As a member of several divergent social circles, I understand the hunger for representation. In gay circles, we are often shamed if we refuse to adore everything gay regardless of its content or ability to create value. Within black or artistic settings, the same rules apply.
At times, I struggle with my tastes and preferences because there is still a need to be a part of the culture. Many people reading this may assume I am plagued with internalized homophobia or just plain out of the loop because as a queen in his 40's, my day has come and gone.
Both of these assumptions would be incorrect.
Having spent an inordinate amount of time on self development (self love), I can assure anyone, myself included, that I harbor no feelings of loathing regarding myself or my sexuality.

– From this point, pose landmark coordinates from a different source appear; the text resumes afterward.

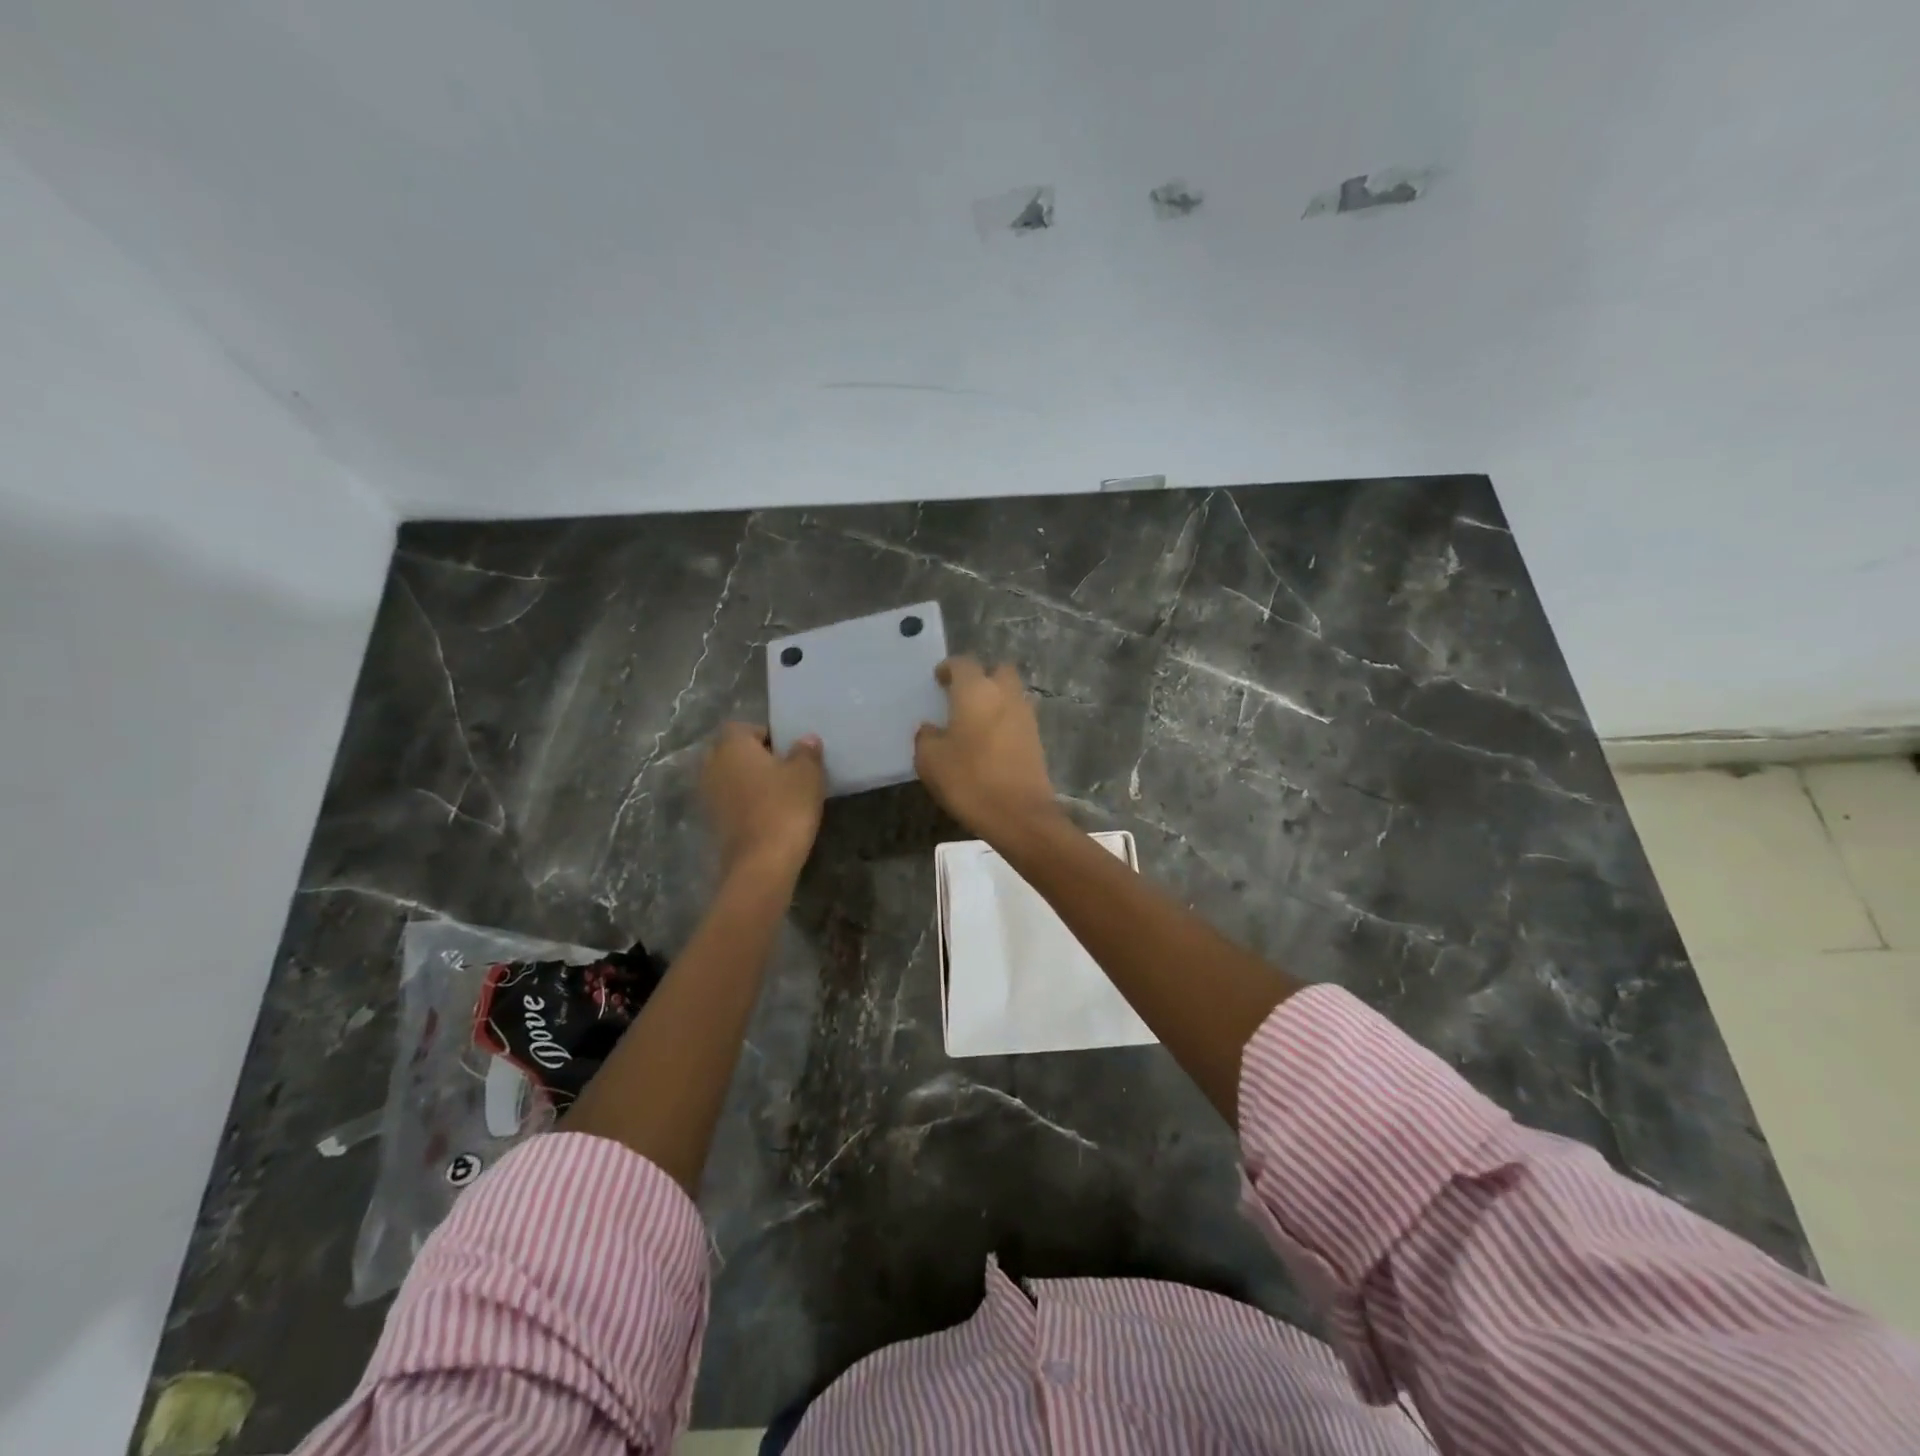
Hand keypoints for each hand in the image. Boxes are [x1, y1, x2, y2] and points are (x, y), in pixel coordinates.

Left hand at [702, 723, 824, 879]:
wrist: (761, 864)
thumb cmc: (784, 808)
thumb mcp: (807, 774)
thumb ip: (806, 752)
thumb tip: (805, 740)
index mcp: (731, 745)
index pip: (743, 727)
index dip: (766, 734)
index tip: (788, 749)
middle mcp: (712, 765)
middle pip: (732, 752)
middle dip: (755, 757)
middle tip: (785, 769)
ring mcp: (708, 796)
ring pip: (730, 777)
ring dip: (749, 781)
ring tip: (779, 792)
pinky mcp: (711, 822)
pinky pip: (730, 801)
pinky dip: (745, 803)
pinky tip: (769, 813)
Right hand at [915, 658, 1062, 840]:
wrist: (1018, 814)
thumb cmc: (969, 780)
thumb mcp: (930, 760)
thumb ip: (926, 737)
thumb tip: (930, 728)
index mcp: (976, 691)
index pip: (963, 664)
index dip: (949, 668)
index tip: (939, 679)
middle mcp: (1005, 695)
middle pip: (997, 670)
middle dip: (981, 676)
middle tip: (962, 694)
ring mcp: (1025, 716)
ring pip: (1011, 693)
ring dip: (996, 698)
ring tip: (975, 719)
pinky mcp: (1037, 738)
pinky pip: (1018, 717)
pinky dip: (1005, 720)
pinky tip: (989, 740)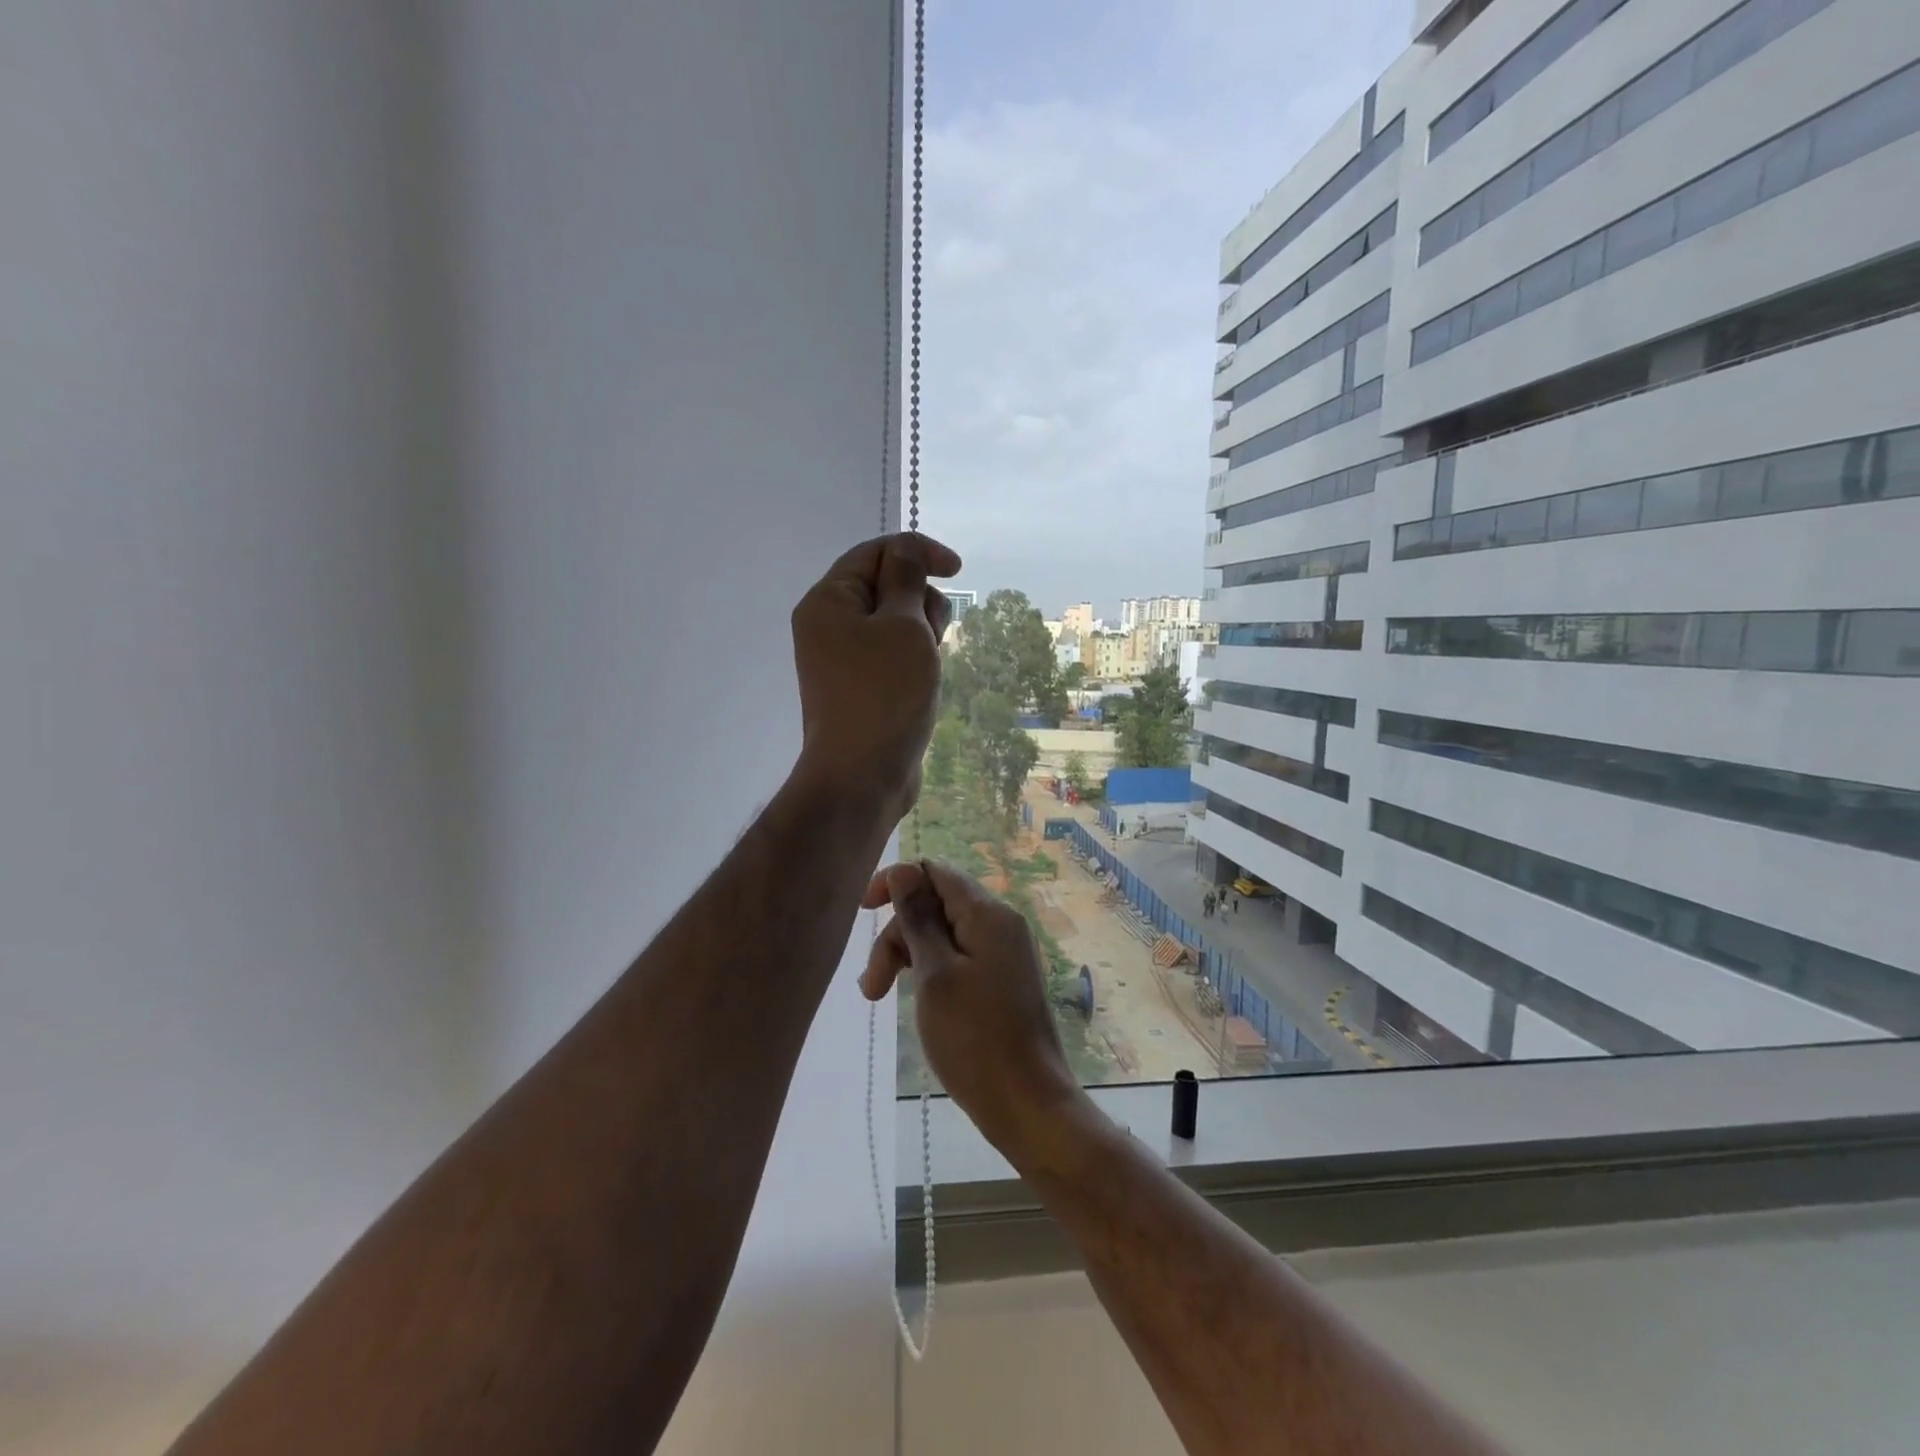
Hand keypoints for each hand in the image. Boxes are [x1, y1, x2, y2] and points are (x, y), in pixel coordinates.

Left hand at [790, 533, 961, 823]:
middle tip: (932, 633)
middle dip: (920, 598)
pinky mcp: (860, 686)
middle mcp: (828, 624)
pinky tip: (926, 678)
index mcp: (828, 600)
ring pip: (894, 621)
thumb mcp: (904, 625)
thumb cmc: (885, 694)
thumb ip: (908, 579)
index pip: (875, 552)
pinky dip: (913, 656)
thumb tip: (906, 552)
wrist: (863, 776)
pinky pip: (891, 653)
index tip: (957, 570)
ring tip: (930, 662)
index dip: (918, 552)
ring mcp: (842, 658)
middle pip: (885, 585)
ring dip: (921, 631)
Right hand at [860, 860, 1086, 1159]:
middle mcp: (1000, 923)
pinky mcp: (1001, 980)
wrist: (1028, 1105)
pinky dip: (928, 971)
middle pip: (935, 903)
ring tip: (877, 998)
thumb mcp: (935, 974)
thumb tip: (903, 870)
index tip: (863, 914)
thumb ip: (918, 918)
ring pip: (942, 933)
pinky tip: (911, 999)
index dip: (895, 883)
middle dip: (896, 934)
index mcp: (988, 913)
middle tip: (871, 987)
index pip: (934, 870)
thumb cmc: (975, 1038)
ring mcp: (1003, 953)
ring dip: (906, 956)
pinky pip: (957, 957)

Questioning and having a look needn't be confused with self hatred, denial or an inability to see and speak truth. My incongruities make me an emotionally rich human being.
I love men and being gay.
My contradiction with Glee is very simple: I am completely floored by the outrageousness of it and its ability to put difference (homosexuality) at its center. I applaud the young queen who successfully takes center stage and demands that his voice, desires, opinions, and talent matter.
Every time this occurs I can't help but wince knowing that while this may work on a television show and in the confines and safety of Mr. Schu's room, the world can often have different ways of handling those who steadfastly hold to their beliefs and refuse to remain silent.
In other words, I fear the punishment that is coming.
I know first-hand the brutality of being different and the grappling with oppressive forces that want to annihilate you because of this difference. I grimace weekly not knowing what will happen to this gifted and sweet individual and silently cheer and cry when week after week he triumphs.
In honesty, I could say my interest and love for this cultural juggernaut is not dualistic (love/hate). By and large, it is just plain old jealousy. I often am moved not by what could happen to Kurt but what did happen to me .
I longingly ache for the person I could have been had not so many obstacles been thrown onto my path. I achingly long for the family or a family member like Kurt's dad who takes up for him and threatens any one who tries to give his son shit about who he is and his choices.
My dad made homophobic jokes and unleashed cruelty on anyone who refused to participate in his ignorant and hurtful comments. Watching the relationship between Kurt and his dad makes me reconsider what is possible. It makes me angry that there are people getting this type of support while I fight daily not to nurse resentment because I had a family who saw everything different as bad.
I suppose this show turns blends both my disappointment about what did happen and my hopes of what could happen. It makes you think and feel.